What is Gravity Explained by Tariq Pathan

Introduction

Gravity is one of the four fundamental forces of nature, governing the motion of planets, stars, and galaxies. From the fall of an apple to the orbits of satellites, gravity shapes the universe at every scale. In this article, Tariq Pathan breaks down the concept in simple terms for learners and exam aspirants.

Definition of Gravity

Gravity is the attractive force between two masses. Every object with mass exerts a gravitational pull on every other mass. The strength of this force depends on the masses involved and the distance between them.

Newton’s Law of Gravitation

In 1687, Sir Isaac Newton formulated the universal law of gravitation:

F = G·(m₁·m₂) / r²

• F = gravitational force between two objects
• G = gravitational constant (6.674×10⁻¹¹ N·m²/kg²)
• m₁, m₂ = masses of the two objects
• r = distance between the centers of the masses

This inverse-square law explains why gravity weakens with distance but never completely vanishes.

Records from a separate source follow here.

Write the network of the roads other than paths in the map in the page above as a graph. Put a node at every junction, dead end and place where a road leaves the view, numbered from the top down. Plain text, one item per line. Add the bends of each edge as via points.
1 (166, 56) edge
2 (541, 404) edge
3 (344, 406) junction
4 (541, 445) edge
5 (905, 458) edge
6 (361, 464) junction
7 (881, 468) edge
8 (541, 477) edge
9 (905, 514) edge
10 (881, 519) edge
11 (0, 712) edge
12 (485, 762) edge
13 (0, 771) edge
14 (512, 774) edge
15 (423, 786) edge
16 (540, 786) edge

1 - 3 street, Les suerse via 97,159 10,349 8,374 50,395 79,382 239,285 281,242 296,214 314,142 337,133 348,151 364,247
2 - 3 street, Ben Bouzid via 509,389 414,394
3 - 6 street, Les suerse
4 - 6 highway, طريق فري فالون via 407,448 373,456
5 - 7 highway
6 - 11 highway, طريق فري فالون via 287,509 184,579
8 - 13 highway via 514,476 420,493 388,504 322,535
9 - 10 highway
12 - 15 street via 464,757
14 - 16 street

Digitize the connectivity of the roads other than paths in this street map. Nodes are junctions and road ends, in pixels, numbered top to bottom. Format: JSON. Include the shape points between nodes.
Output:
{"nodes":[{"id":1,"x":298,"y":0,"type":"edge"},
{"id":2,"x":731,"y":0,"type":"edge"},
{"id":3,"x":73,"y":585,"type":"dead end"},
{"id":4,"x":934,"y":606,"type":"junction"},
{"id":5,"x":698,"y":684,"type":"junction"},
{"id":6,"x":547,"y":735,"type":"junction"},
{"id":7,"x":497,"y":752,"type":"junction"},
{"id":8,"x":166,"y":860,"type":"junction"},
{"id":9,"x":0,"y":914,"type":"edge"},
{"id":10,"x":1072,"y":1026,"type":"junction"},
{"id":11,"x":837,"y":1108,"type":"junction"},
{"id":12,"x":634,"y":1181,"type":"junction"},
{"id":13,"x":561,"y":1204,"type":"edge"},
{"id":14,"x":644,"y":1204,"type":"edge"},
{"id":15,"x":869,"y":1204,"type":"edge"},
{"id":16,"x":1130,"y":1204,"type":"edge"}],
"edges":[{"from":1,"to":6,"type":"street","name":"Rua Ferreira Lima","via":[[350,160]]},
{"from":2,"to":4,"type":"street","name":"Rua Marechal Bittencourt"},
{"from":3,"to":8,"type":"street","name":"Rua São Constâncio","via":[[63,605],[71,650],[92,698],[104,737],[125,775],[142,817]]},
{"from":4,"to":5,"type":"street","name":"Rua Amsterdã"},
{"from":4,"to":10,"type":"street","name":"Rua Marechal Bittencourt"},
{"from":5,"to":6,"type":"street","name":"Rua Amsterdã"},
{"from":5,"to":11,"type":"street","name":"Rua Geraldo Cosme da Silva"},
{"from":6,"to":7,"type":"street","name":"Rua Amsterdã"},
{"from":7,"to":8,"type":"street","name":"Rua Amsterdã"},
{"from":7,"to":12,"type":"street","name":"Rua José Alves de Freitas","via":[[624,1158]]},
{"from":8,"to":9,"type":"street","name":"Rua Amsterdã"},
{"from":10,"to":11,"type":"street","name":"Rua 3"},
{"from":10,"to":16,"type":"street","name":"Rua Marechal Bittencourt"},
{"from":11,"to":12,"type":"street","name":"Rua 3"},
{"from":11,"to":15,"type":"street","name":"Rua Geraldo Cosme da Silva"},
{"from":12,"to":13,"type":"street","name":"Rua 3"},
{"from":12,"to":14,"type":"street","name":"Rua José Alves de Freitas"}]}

Einstein’s Theory of General Relativity

In 1915, Albert Einstein expanded our understanding by describing gravity not as a force but as the curvature of spacetime caused by mass and energy. Massive objects like Earth warp the fabric of spacetime, causing other objects to follow curved paths—what we perceive as gravitational attraction.

Key equation (simplified):

G_μν + Λg_μν = (8πG/c⁴) T_μν

Effects and Manifestations

• Weight: The force of gravity acting on an object’s mass (W = m·g).
• Free Fall: Objects accelerate toward Earth at ~9.81 m/s² (ignoring air resistance).
• Orbits: Planets and moons remain in orbit due to the balance between gravity and inertia.
• Tides: Gravitational pull of the Moon and Sun causes ocean tides.

Practical Applications

• Engineering: Designing stable structures requires accounting for gravitational loads.
• Astronomy: Calculating orbital trajectories for satellites and space missions.
• Geophysics: Measuring Earth’s density and detecting underground structures.
• Everyday Life: Using scales to measure mass via weight under gravity.

Key Experiments & Evidence

• Cavendish Experiment (1798): Measured G by observing tiny gravitational attraction between lead spheres.
• Eddington’s 1919 Eclipse: Confirmed spacetime curvature by observing star positions near the Sun during an eclipse.
• Modern Tests: Precision measurements with lunar laser ranging and atomic interferometry.

Conclusion

Gravity is the invisible glue that binds the cosmos, from apples falling on Earth to galaxies colliding across the universe. Understanding its principles is essential for physics, engineering, and space exploration. With both classical and modern perspectives, this force continues to inspire scientific discovery.